Our study has some limitations. First, we had to estimate the trimester in which ultrasonography had been performed. Therefore, for preterm deliveries, some examinations actually completed in the first or second trimester would have been ascribed to a later period in the pregnancy, which would have led us to underestimate the number of first-trimester examinations. To counter this effect, we excluded multifetal pregnancies and adjusted for maternal risk, each of which is more likely to result in preterm delivery. Second, we excluded women who aborted before 20 weeks’ gestation, some of whom might have been considered to be at high risk. The remaining women in our study cohort whose pregnancies were defined as “high-risk” might have had a lower disease burden than the entire population of women with high-risk pregnancies, which might have limited somewhat the generalizability of our findings to pregnancies extending beyond 20 weeks’ gestation. Third, we did not have data about trends in the locations where the prenatal ultrasound examinations were performed, such as private physicians’ offices versus hospital-based facilities. Future studies will be needed to examine potential system-level reasons for the trends we observed. Finally, since the Ontario Health Insurance Plan database does not provide the indications for prenatal ultrasonography, we could not directly assess the appropriateness of the patterns of use that we observed. A detailed chart review, combined with surveys or interviews of mothers and their pregnancy caregivers, might better elucidate the underlying reasons for the rising use of prenatal ultrasonography.

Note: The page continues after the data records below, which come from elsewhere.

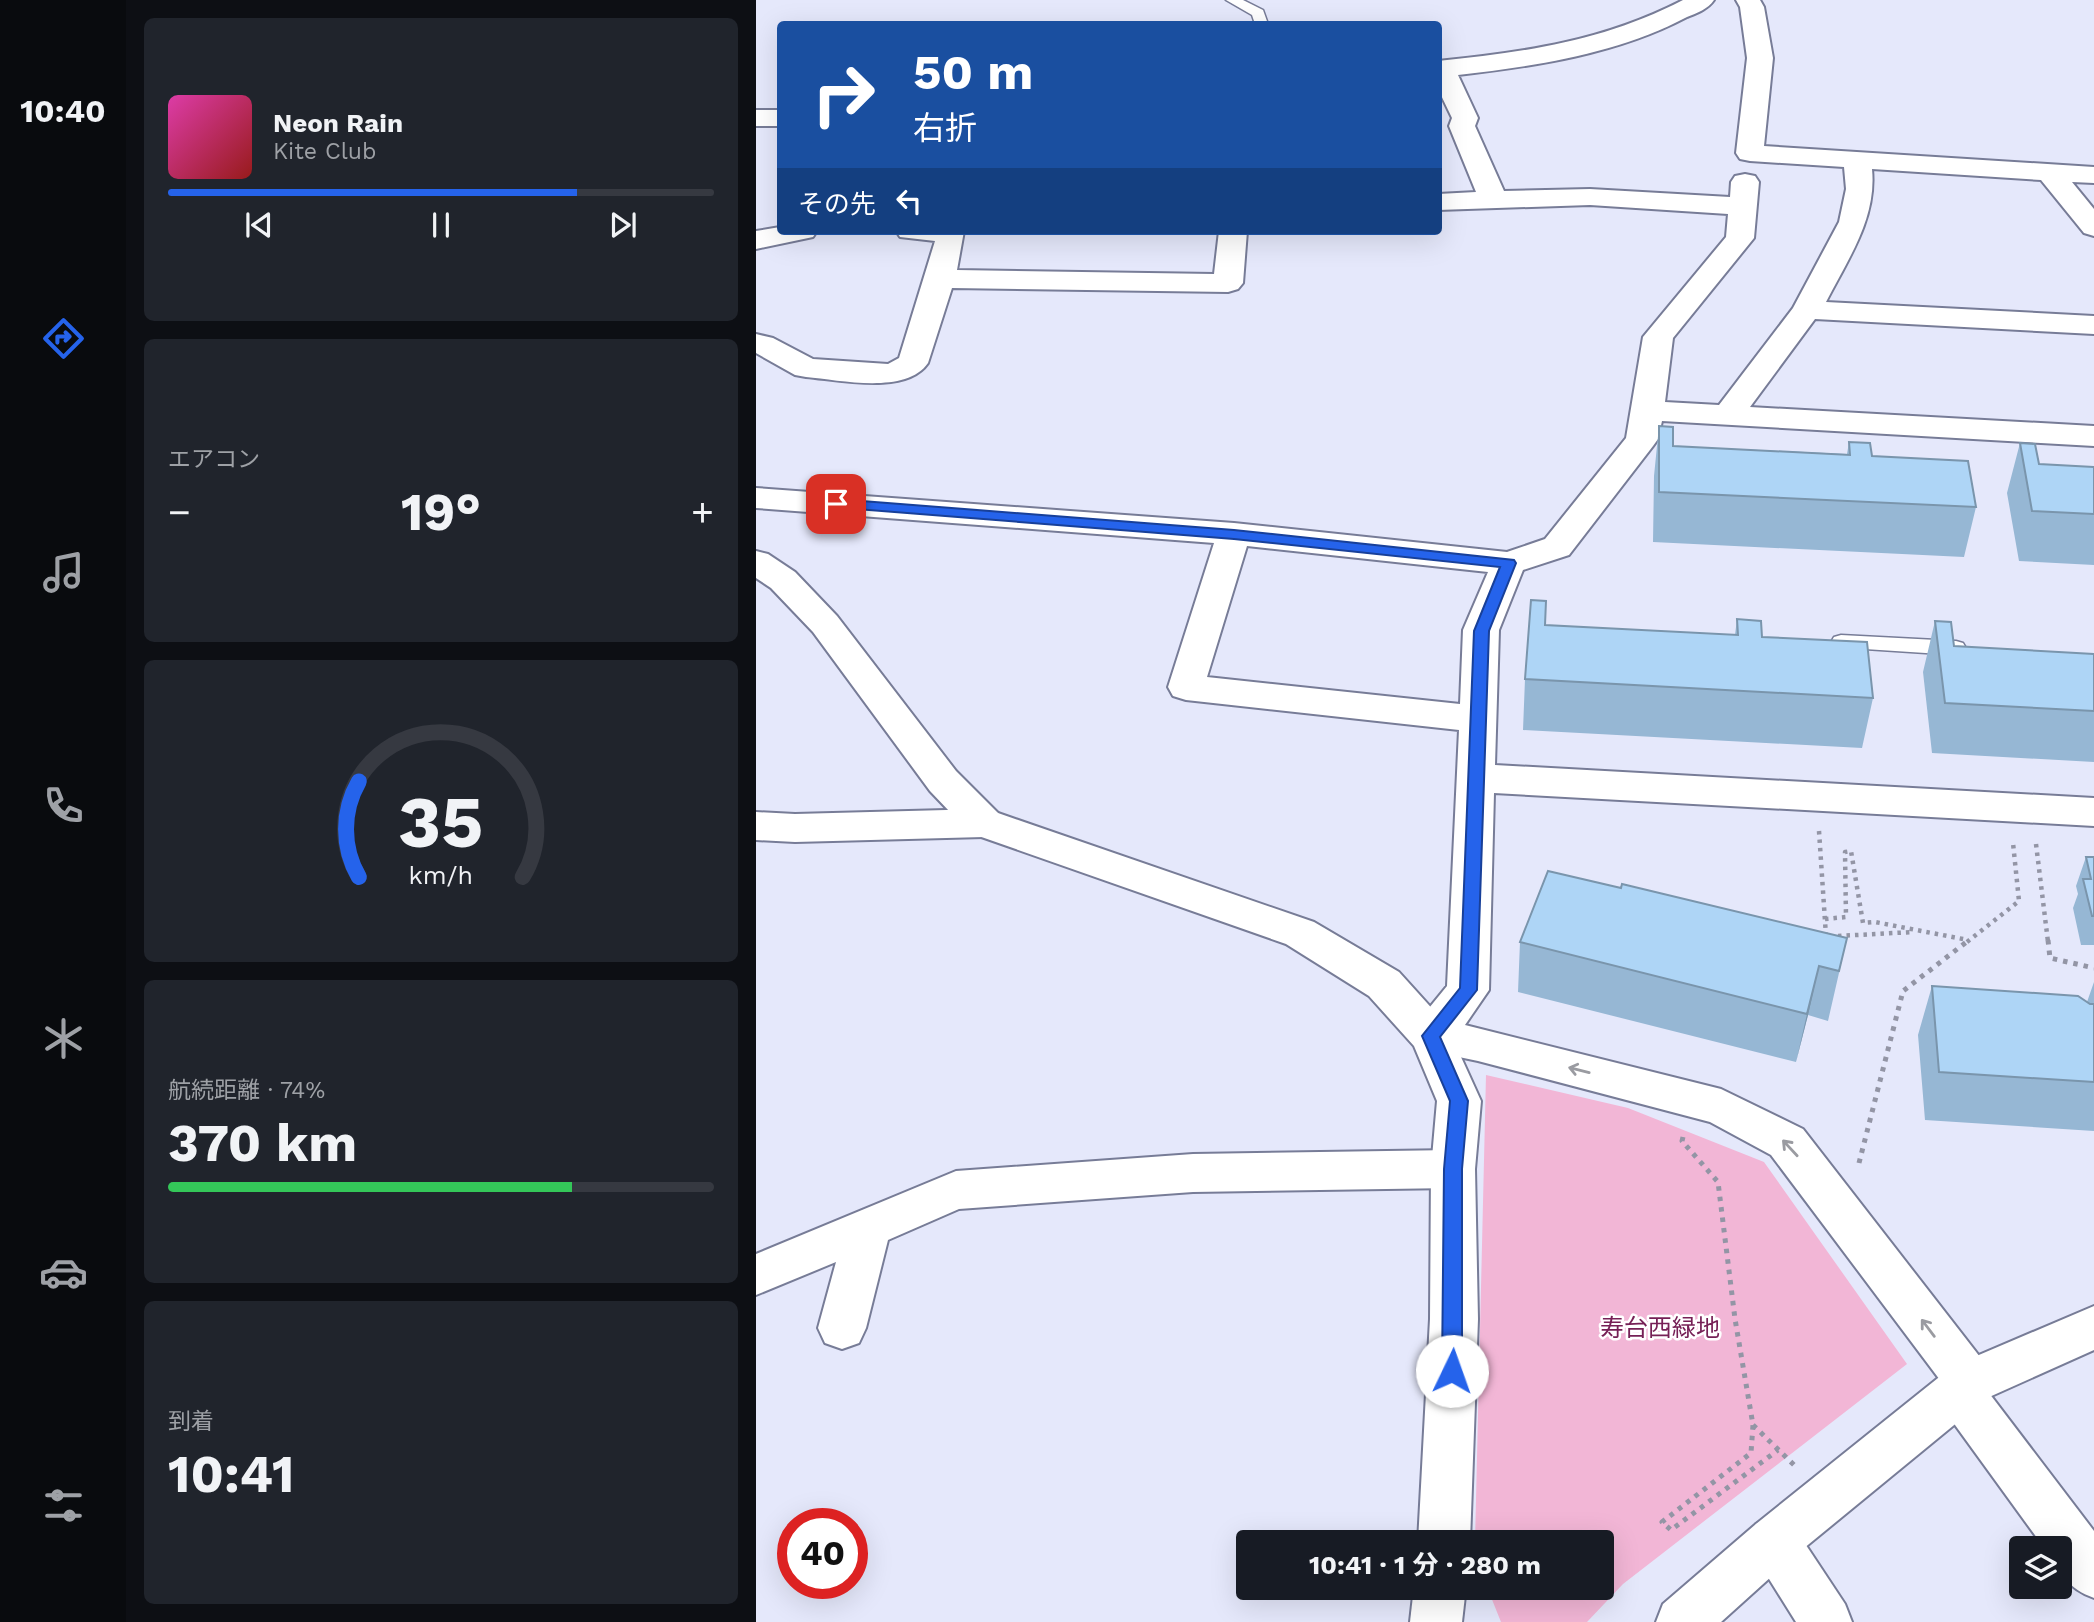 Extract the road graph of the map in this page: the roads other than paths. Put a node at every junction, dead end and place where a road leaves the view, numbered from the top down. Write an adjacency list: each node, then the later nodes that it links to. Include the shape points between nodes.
1 (1233, 0): 4 (lane, via 1258,13)
2 (1702, 0): 5 (street, via 1624,36 1547,54)
3 (1748, 0): 9 (street, via 1760,58)
4 (1260, 21)
5 (1442, 69)
6 (1442, 73): 13 (street, via 1465,118 1462,126)
7 (756, 118): 8 (street)
8 (777, 118)
9 (1750, 153): 10 (street); 15 (street)
10 (1857, 159): 11 (street); 22 (street, via 1860,189 1853,222)
11 (2049, 172): 12 (street); 16 (street)
12 (2094, 175)
13 (1493, 199): 14 (street); 15 (street, via 1590,197)
14 (1442, 202)
15 (1742, 206): 25 (street, via 1740,238 1658,337)
16 (2094, 227)
17 (782, 235): 20 (street)
18 (951, 235): 21 (street)
19 (1234, 235): 21 (street, via 1228,283)
20 (756, 240)
21 (940, 279): 24 (street, via 913,363 893,374 806,368)
22 (1807, 310): 23 (street); 26 (street)
23 (2094, 325)
24 (756, 343)
25 (1648, 411): 26 (street); 31 (street, via 1642,439 1556,547)
26 (1727, 416): 27 (street)
27 (2094, 436)
28 (756, 498): 29 (street)
29 (1234, 534): 31 (street); 34 (street, via 1186,687)
30 (756, 562): 37 (street, via 783,580 825,624 943,781)
31 (1509, 563): 34 (street, via 1481,631)
32 (1816, 641): 33 (lane)
33 (1969, 649)
34 (1476, 719): 35 (street)
35 (1474, 778): 36 (street); 39 (street, via 1468,990)
36 (2094, 811)
37 (984, 823): 38 (street); 39 (street, via 1300,933 1384,984)
38 (756, 826)
39 (1431, 1036): 40 (street, via 1459,1101); 45 (street, one-way to 39, via 1787,1142 1721,1107)
40 (1453, 1169): 41 (street, via 1193,1173 956,1190); 46 (street, via 1454,1319)
41 (868, 1227): 42 (street); 44 (street)
42 (756, 1275)
43 (2094, 1327): 45 (street)
44 (842, 1328)
45 (1965, 1386): 47 (street); 48 (street)
46 (1445, 1530)
47 (1774, 1541): 49 (street); 50 (street)
48 (2094, 1573)
49 (1682, 1622)
50 (1826, 1622) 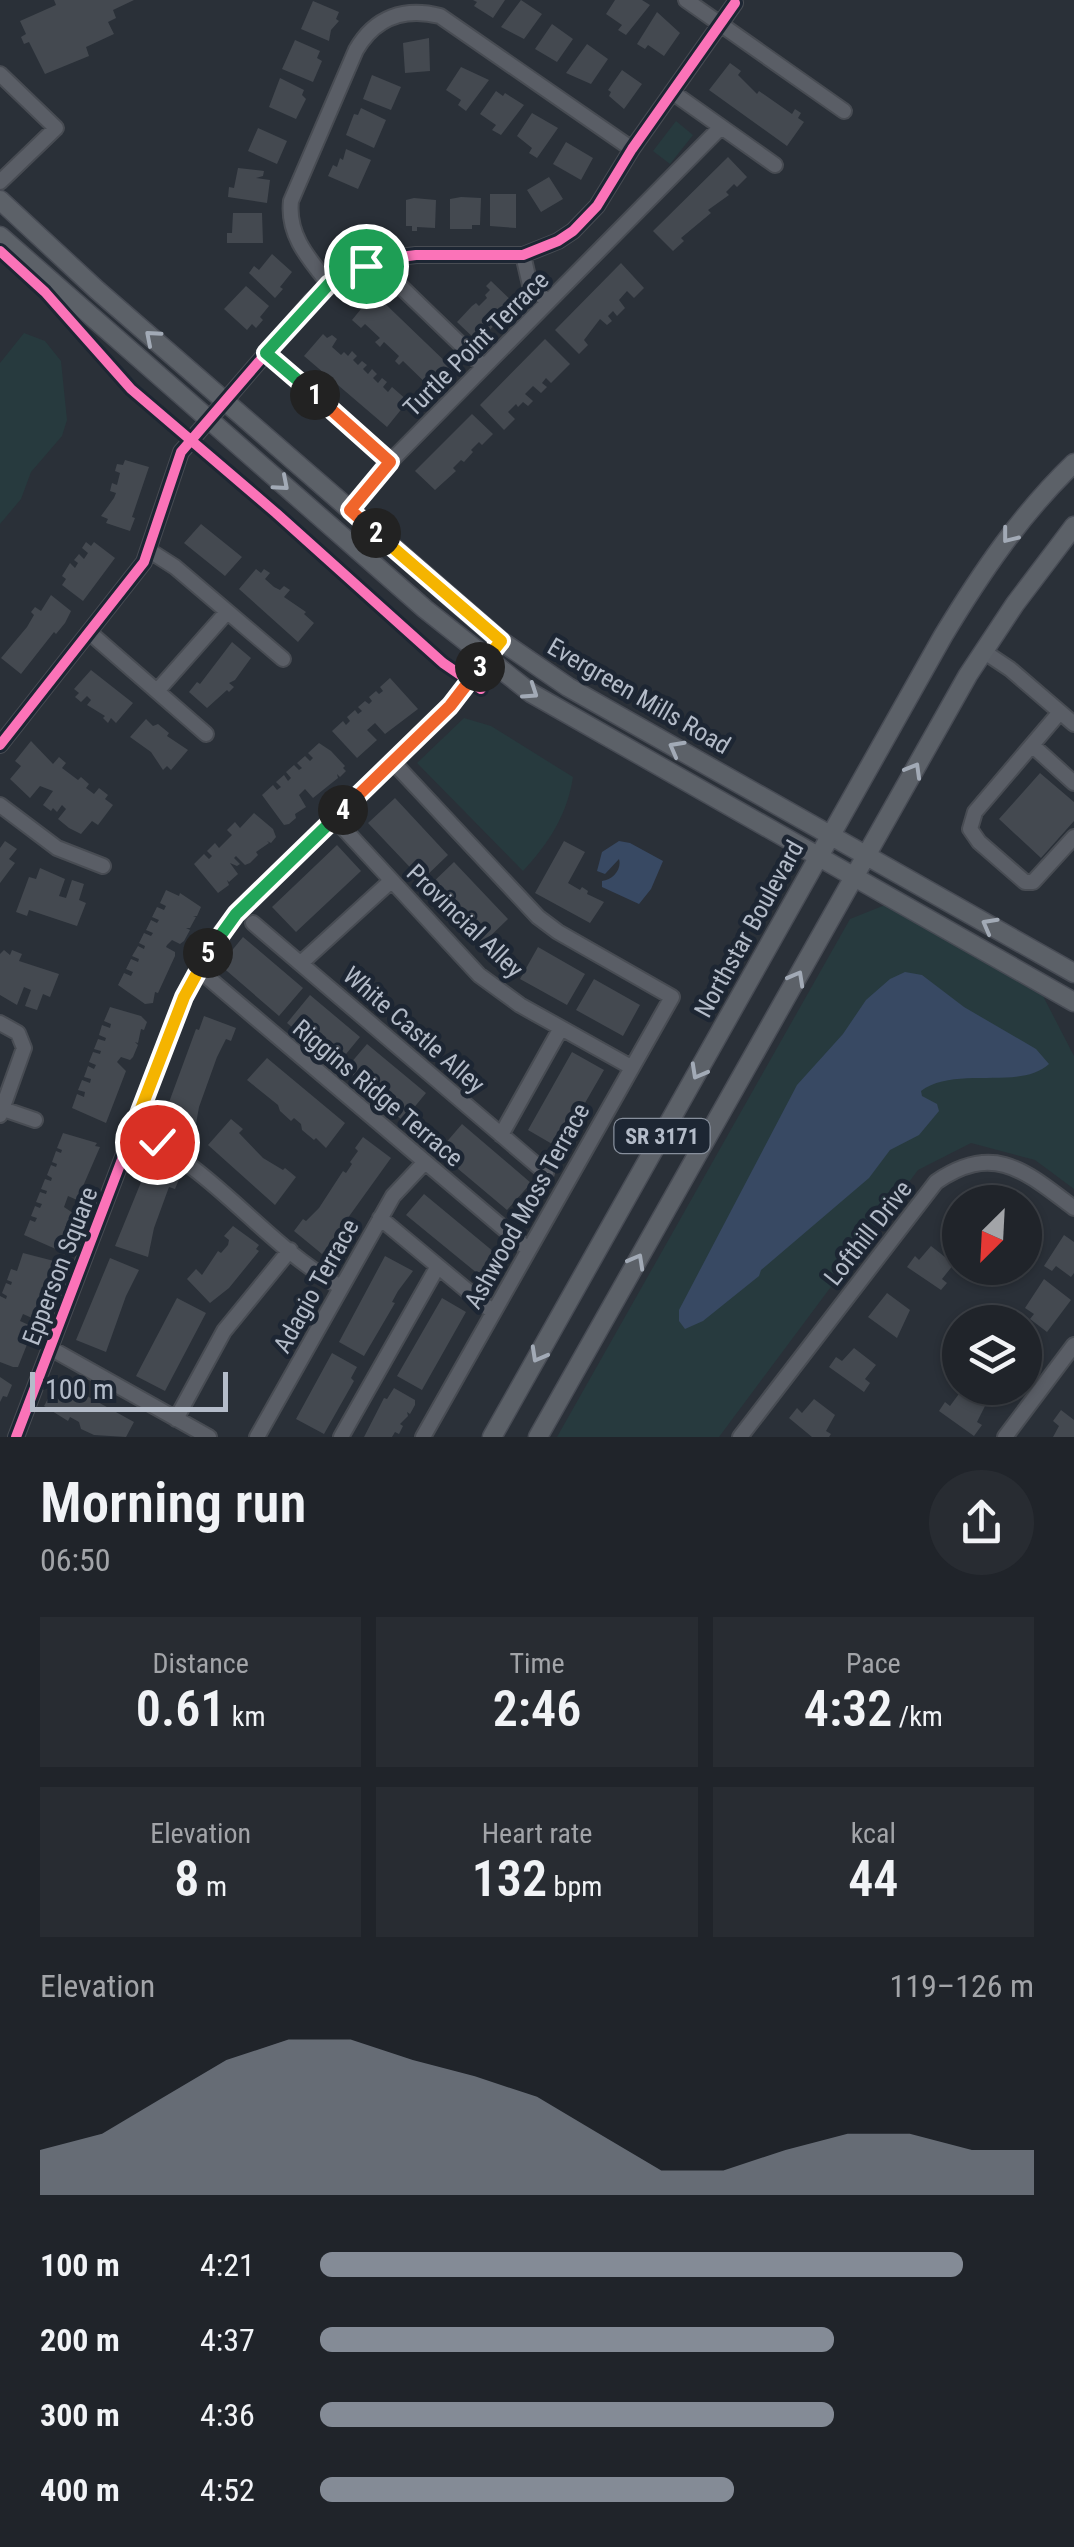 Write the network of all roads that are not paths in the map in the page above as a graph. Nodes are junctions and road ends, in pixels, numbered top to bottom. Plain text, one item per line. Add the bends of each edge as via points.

In conclusion, there has been a substantial increase in the use of prenatal ultrasonography in the past decade, and more than one-third of women with a singleton pregnancy now receive three or more ultrasound examinations during the second and third trimesters. Efforts to promote more appropriate use of prenatal ultrasonography in low-risk groups appear warranted, but careful debate will be required to determine the most effective and acceptable approaches to achieve this goal.